Sleep EEG Stages and Plasma Growth Hormone Concentration in States of Endogenous and Exogenous Hypercortisolemia or ACTH Elevation

Abstract

Nocturnal sleep EEG stages and concomitant plasma growth hormone (GH) and cortisol concentrations were examined in subjects with endogenous or exogenous elevation of plasma corticosteroid or ACTH concentrations, and in patients with hypothalamic tumors. These studies were designed to determine whether central nervous system (CNS) function was uniquely altered in Cushing's disease, independent of the effects of hypercortisolemia per se. Marked reductions of sleep EEG stages III-IV and of the nocturnal GH rise were present in 4 treated (remission 5 months to 2 yr) and 6 untreated patients with Cushing's disease (clinically active 2 months to 10 yr duration) as well as in 4 “eu-corticoid” patients with hypothalamic tumors.
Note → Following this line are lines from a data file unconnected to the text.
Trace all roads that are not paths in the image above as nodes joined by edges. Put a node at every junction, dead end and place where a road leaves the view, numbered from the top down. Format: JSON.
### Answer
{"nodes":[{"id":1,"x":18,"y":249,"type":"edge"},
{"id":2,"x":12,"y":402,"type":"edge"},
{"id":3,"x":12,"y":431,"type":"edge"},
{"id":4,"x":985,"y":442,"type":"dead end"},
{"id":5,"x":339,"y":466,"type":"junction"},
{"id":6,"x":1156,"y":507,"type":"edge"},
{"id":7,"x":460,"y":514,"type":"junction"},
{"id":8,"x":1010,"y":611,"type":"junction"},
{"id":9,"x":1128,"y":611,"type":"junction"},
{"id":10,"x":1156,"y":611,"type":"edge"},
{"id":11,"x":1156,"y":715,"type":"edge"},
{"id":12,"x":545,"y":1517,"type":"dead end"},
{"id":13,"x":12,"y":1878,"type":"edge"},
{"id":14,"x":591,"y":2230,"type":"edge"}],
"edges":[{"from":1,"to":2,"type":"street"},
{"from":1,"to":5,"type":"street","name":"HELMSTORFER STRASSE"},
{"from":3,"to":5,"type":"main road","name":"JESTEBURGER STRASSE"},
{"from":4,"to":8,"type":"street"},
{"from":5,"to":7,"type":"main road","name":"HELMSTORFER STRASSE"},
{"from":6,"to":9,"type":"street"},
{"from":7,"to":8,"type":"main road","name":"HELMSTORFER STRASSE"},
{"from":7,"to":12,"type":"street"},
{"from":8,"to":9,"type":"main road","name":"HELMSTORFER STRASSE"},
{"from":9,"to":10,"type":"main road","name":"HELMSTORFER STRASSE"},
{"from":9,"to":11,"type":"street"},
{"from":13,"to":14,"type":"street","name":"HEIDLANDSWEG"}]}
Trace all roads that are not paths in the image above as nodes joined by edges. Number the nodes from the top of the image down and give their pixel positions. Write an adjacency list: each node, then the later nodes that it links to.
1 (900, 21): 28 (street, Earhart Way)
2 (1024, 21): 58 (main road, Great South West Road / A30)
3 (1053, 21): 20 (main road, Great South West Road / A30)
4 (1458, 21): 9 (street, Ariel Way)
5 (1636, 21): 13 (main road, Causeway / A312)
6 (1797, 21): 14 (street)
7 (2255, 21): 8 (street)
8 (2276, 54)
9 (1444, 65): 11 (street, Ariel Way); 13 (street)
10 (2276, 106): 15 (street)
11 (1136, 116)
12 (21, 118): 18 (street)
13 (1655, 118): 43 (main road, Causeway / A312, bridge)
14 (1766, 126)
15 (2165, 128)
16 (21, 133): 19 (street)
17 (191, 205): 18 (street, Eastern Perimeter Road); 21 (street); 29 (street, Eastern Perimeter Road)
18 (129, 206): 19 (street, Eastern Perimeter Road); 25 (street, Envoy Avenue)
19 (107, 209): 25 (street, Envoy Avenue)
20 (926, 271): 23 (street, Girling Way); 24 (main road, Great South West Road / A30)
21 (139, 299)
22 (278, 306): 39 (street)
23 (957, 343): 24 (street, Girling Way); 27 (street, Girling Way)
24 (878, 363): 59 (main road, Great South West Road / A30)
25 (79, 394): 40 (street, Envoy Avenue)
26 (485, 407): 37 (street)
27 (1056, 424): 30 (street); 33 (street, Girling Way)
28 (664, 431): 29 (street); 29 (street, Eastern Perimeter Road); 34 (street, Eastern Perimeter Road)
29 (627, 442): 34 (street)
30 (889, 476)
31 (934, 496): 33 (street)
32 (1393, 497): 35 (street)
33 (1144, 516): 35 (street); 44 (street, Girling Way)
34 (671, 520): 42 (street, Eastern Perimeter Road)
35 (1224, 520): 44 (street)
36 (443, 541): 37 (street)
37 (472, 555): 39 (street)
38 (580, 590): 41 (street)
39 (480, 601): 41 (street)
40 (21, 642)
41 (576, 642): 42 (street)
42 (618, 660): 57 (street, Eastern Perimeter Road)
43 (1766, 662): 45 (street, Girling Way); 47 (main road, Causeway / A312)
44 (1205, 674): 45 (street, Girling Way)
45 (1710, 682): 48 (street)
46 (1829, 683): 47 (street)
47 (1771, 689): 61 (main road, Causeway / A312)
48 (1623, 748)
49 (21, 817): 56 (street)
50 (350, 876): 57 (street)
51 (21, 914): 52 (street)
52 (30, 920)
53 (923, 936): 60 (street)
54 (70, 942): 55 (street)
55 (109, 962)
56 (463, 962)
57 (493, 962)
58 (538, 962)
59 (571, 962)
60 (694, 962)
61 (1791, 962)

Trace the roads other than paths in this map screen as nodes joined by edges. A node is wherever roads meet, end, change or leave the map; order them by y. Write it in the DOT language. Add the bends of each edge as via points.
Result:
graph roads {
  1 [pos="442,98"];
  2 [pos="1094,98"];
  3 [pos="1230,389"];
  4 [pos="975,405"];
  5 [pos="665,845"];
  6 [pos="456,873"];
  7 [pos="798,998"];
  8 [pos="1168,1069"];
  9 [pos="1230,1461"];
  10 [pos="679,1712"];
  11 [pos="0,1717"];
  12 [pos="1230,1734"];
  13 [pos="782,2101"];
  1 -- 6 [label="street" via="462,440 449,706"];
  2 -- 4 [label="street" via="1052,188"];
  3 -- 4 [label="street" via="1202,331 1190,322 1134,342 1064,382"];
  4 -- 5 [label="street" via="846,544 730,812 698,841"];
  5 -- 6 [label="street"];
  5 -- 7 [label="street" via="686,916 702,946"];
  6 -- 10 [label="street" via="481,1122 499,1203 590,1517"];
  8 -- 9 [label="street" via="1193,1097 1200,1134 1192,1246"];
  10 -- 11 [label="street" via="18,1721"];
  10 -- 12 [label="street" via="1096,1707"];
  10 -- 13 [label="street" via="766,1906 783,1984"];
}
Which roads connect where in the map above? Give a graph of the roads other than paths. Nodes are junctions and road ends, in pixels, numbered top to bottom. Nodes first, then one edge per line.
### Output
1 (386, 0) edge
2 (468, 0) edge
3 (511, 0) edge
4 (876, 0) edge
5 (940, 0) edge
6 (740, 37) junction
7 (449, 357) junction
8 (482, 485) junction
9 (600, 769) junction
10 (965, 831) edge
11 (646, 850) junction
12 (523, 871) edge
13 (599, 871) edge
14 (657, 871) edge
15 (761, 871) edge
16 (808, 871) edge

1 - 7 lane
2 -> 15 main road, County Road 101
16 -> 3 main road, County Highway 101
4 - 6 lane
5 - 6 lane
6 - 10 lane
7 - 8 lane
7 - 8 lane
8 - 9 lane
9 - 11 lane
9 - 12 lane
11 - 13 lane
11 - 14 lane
In contrast, similar EEG and hormonal changes, present in a patient with Cushing's syndrome secondary to an adrenal adenoma, returned to normal 16 months following removal of the adenoma. These findings suggest that altered CNS function may be involved in the pathophysiology of Cushing's disease. The return of normal percentages of Stages III-IV sleep and normal nocturnal growth hormone increments following removal of the adrenal adenoma, suggest, however, that cortisol excess plays some role in the observed sleep EEG and GH changes. Suppression of Stage III-IV sleep in the patient with the adrenal adenoma prior to treatment, and lack of suppression in patients receiving chronic prednisone therapy (15–60 g. daily for 4 months to 10 yr) suggests either differential effects of synthetic and natural steroids, or different effects of intermittent exogenous steroid therapy as compared to continuous endogenous secretion. Normal sleep EEG stages in 4 patients with Cushing's disease who subsequently developed Nelson's syndrome also suggests a possible role for ACTH in the genesis of sleep EEG stages.